Time/space reductions are handled by a separate class, Reduction, that accepts a gridded timeseries and an object (its precise form TBD) that specifies all of the reductions to be performed.
Reduction generates a child class, Reducer, one per reduction to be performed, to execute them. Some logic is necessary, or perhaps child classes RegReducer and GriddedReducer,
Each Reducergenerates a AOSData object comprising its xray.DataArray and any other necessary metadata.
Not sure which class should be responsible for this, but one of them then generates DataExporter objects that are responsible for writing the AOSData object to disk/database/whatever.

Use coordinates directly from xarray.DataArrays, not from parent Model

Currently, each Model object is instantiated with paths to various netCDF files which are used to supply basic information about its grid: latitude, longitude, etc. Some physical calculations require this grid information in addition to physical variables themselves. However, the values of these grid properties are not necessarily unique to a Model: simulations run in the same model may be output to different grids (horizontal or vertical), or changes in software may make, e.g. the latitude values off on the 5th digit, causing xray to throw an error (the last example comes from @spencerkclark ).

The netCDF files from which data is loaded all contain the coordinate data locally already, and so do the xray.Dataset and/or DataArray objects derived from those files. So there is no reason to always pull from the Model's grid attributes -- they should be pulled from the local variable itself.

As a starting point, Calc should just grab the needed coordinate/grid values from the 1st variable that it loads in that has those values. Pressure values and vertical pressure thicknesses will likely need to be handled as their own unique case, which is what's done already anyways.

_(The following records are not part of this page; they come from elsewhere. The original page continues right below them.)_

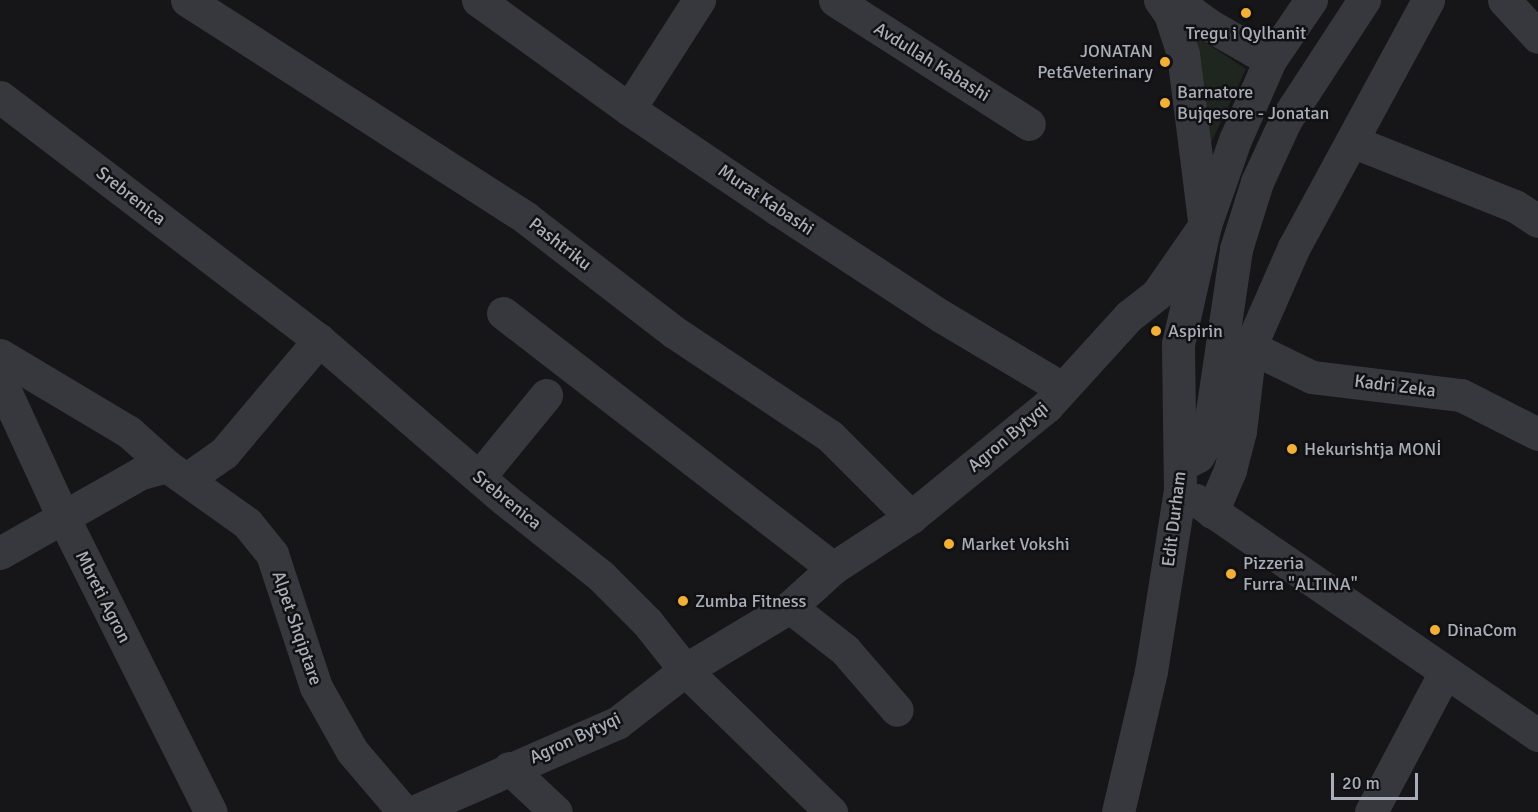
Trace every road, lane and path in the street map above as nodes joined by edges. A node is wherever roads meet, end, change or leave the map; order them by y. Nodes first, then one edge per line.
1 (187, 0) edge
2 (478, 0) edge
3 (699, 0) edge
4 (835, 0) edge
5 (1160, 0) edge
6 (1175, 0) edge
7 (1311, 0) edge
8 (1364, 0) edge
9 (1428, 0) edge
10 (1504, 0) edge
11 (1538, 37) edge
12 (1270, 60) junction
13 (0, 97) edge
14 (629, 109) junction
15 (1029, 124) dead end
16 (1354, 142) junction
17 (1538, 222) edge
18 (1205, 225) junction
19 (503, 313) dead end
20 (319, 340) junction
21 (1250, 346) junction
22 (0, 355) edge
23 (0, 380) edge
24 (1062, 388) junction
25 (546, 395) dead end
26 (1538, 434) edge
27 (178, 472) junction
28 (479, 477) junction
29 (1181, 477) junction
30 (1212, 512) junction
31 (63, 517) junction
32 (912, 517) junction
33 (0, 553) edge
34 (832, 568) junction
35 (790, 607) junction
36 (685, 670) junction
37 (1444, 674) junction
38 (897, 710) dead end
39 (1538, 735) edge
40 (510, 768) junction
41 (211, 812) edge
42 (404, 812) edge
43 (413, 812) edge
44 (556, 812) edge
45 (831, 812) edge
46 (1118, 812) edge
47 (1371, 812) edge

1 - 32 street, Pashtriku
2 - 14 street, Murat Kabashi
3 - 14 street
4 - 15 street, Avdullah Kabashi
5 - 18 street, Edit Durham
6 - 12 street
7 - 12 street, Edit Durham
8 - 29 street
9 - 16 street
10 - 11 street
12 - 18 street, Edit Durham
13 - 20 street, Srebrenica
14 - 24 street, Murat Kabashi
16 - 17 street
16 - 21 street
18 - 24 street, Agron Bytyqi
18 - 29 street, Edit Durham
19 - 34 street
20 - 27 street
20 - 28 street, Srebrenica
21 - 26 street, Kadri Zeka
21 - 30 street
22 - 27 street, Alpet Shqiptare
23 - 31 street, Mbreti Agron
24 - 32 street, Agron Bytyqi
25 - 28 street
27 - 31 street
27 - 42 street, Alpet Shqiptare
28 - 36 street, Srebrenica
29 - 30 street
29 - 46 street, Edit Durham
30 - 37 street
31 - 33 street
31 - 41 street, Mbreti Agron
32 - 34 street, Agron Bytyqi
34 - 35 street, Agron Bytyqi
35 - 36 street, Agron Bytyqi
35 - 38 street
36 - 40 street, Agron Bytyqi
36 - 45 street, Srebrenica
37 - 39 street
37 - 47 street
40 - 43 street, Agron Bytyqi
40 - 44 street, Agron Bytyqi

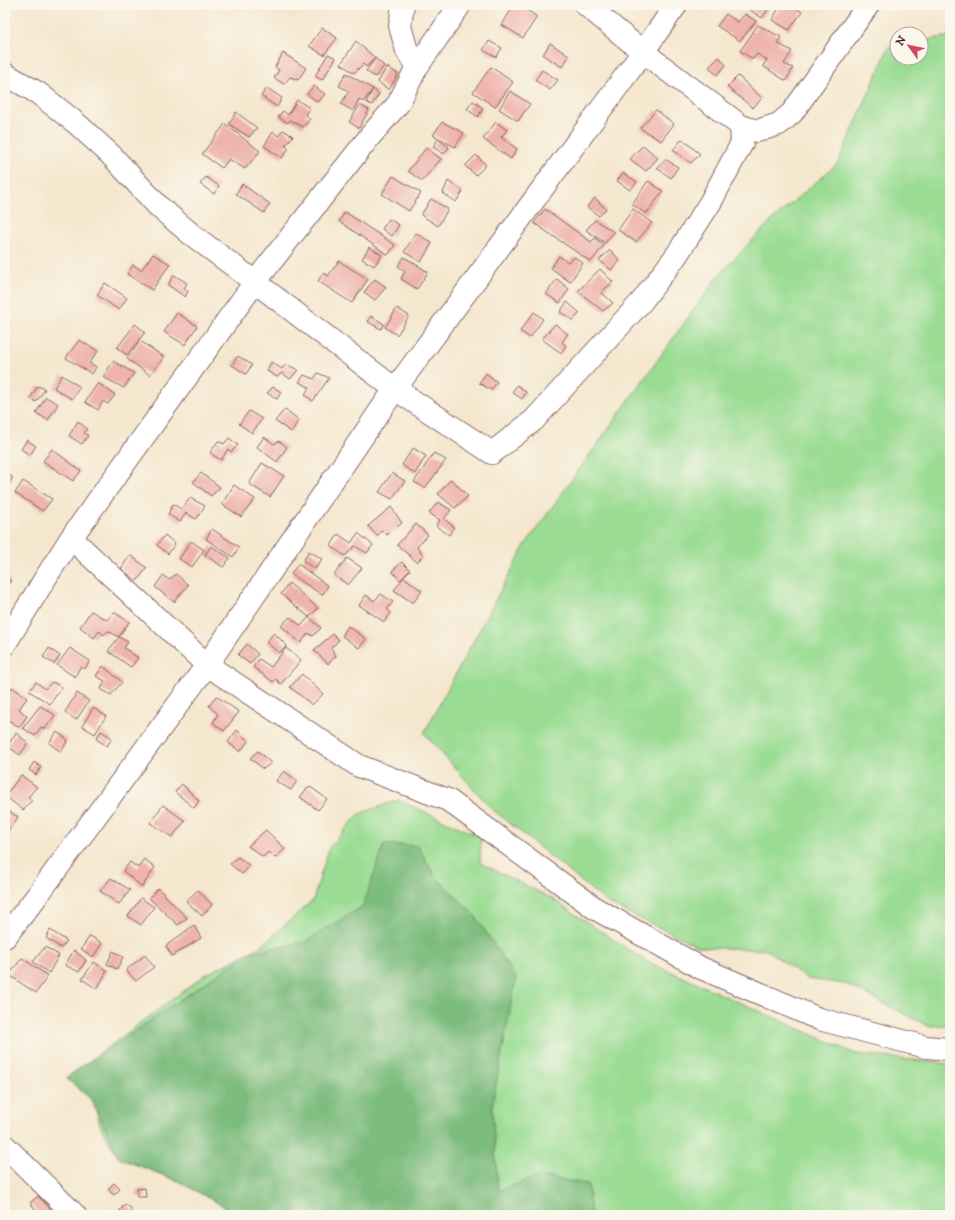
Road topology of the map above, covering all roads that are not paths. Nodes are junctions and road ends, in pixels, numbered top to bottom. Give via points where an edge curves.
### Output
1 (403, 5) edge
2 (460, 5) edge
3 (586, 5) edge
4 (676, 5) edge
5 (868, 5) edge
6 (642, 52) junction
7 (417, 67) junction
8 (5, 74) edge
9 (741, 126) junction
10 (255, 282) junction
11 (395, 389) junction
12 (71, 538) junction
13 (5, 644) edge
14 (206, 665) junction
15 (5, 937) edge
16 (950, 1049) edge
17 (5, 1146) edge
18 (74, 1215) edge

1 - 7 street via 400,26 407,50
2 - 7 street
3 - 6 street
4 - 6 street
5 - 9 street via 792,114 779,124 757,131
6 - 9 street
6 - 11 street
7 - 10 street via 398,104
8 - 10 street via 38,93 76,123 111,155 159,207
9 - 11 street via 742,143 710,202 676,256 642,301 534,420 492,453
10 - 11 street
10 - 12 street
11 - 14 street
12 - 13 street
12 - 14 street
14 - 15 street
14 - 16 street via 359,766 448,800 596,909 701,968 819,1019 926,1047
17 - 18 street

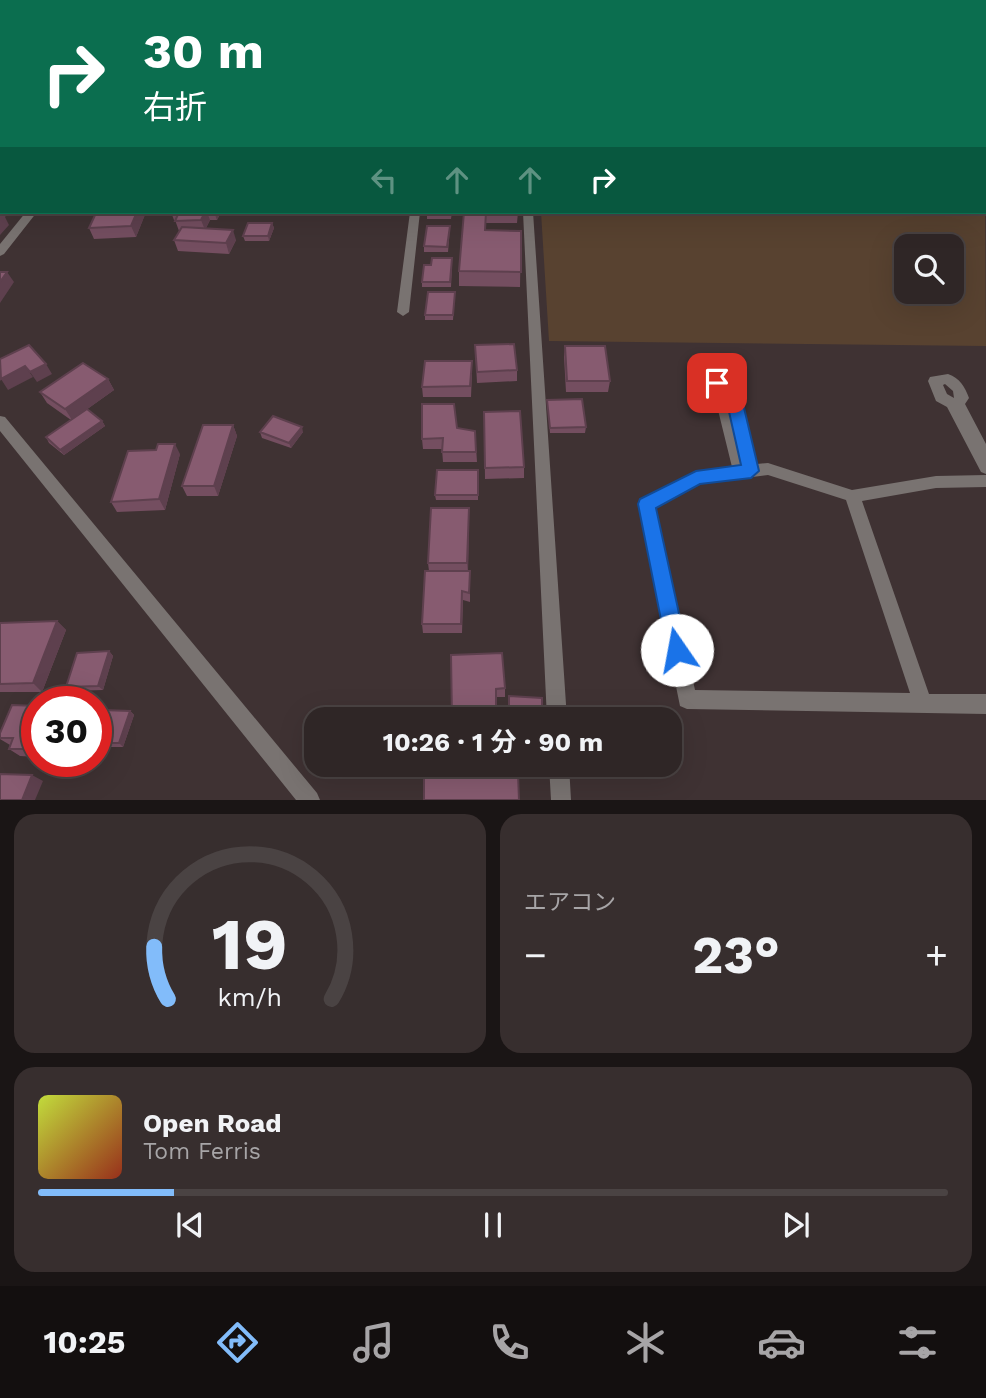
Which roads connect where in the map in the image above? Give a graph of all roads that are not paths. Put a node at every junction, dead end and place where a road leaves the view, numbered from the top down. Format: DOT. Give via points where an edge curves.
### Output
graph roads {
  1 [pos="30,214"];
  2 [pos="415,214"];
  3 [pos="528,214"];
  4 [pos="0,252"];
  5 [pos="402,312"];
  6 [pos="0,421"];
  7 [pos="986,458"];
  8 [pos="986,468"];
  9 [pos="746,471"];
  10 [pos="986,481"];
  11 [pos="852,496"];
  12 [pos="923,703"];
  13 [pos="986,704"];
  14 [pos="556,707"];
  15 [pos="560,777"];
  16 [pos="310,800"];
  17 [pos="561,800"];
  1 -- 4 [label="street"];
  2 -- 5 [label="street"];
  3 -- 14 [label="street"];
  6 -- 16 [label="street"];
  7 -- 8 [label="street" via="957,403 962,398 959,388 948,379 936,381 938,393 952,403"];
  9 -- 9 [label="street" via="724,407 702,397 698,387 704,383 717,383 732,391"];
  9 -- 11 [label="street" via="768,469"];
  9 -- 12 [label="street" via="696,478 647,504 687,699"];
  10 -- 11 [label="street" via="936,482"];
  11 -- 12 [label="street"];
  12 -- 13 [label="street"];
  15 -- 17 [label="street"];
}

For 'gfdl_repo' and 'one_dir' data, missing data silently ignored

If a date range is specified but the data is only found for a subset of that range, computations are performed on the available data without any indication of the incorrect range, and when saved to disk the label incorrectly indicates the full specified range.

For example, If I ask for 1979-2008 averages on this precipitation data: /archive/pcmdi/repo/CMIP5/output/NSF-DOE-NCAR/CESM1-CAM5/amip/mon/atmos/Amon/r1i1p1/v20120612/pr/pr_Amon_CESM1-CAM5_amip_r1i1p1_197901-200512.nc, the output will be saved as 1979-2008 despite the data stopping at 2005.

Should be straightforward to fix -- just requires adding some checks and raising an exception.

Create base class that `Proj`, `Model`, and `Run` all inherit from

The data structures Proj, Model, and Run don't obey an "is-a" conceptual relationship relative to one another (a model is not a type of project, and a run is not a type of model), and thus shouldn't inherit from each other. It's more of a "has-a" relationship: a project has one or more model; a model has one or more runs).

Nevertheless, each of them can be conceptualized as being a particular kind of container of data describing climate model/obs data saved somewhere on disk. So there should be a parent class, something like InputDataSpecs, that they each inherit from. Since we are wanting all specifications about the data to be made at any of the levels, c.f. #28 #27 and #26, this could be implemented all within this parent class, with any level-specific variations being done through overriding/adding methods within that particular child level. This may ultimately render the Proj, etc. classes with very little unique to them, but they should still be retained to facilitate easy organization/calculation specifications.

Var is a little trickier, because in addition to specifying where the data can be found (although its not really used in this way in my workflow at least), it also specifies physical aspects of the quantity being represented. So this requires more thinking -- one option would be to have two classes, one for each of these functions, with the former also inheriting from this parent class.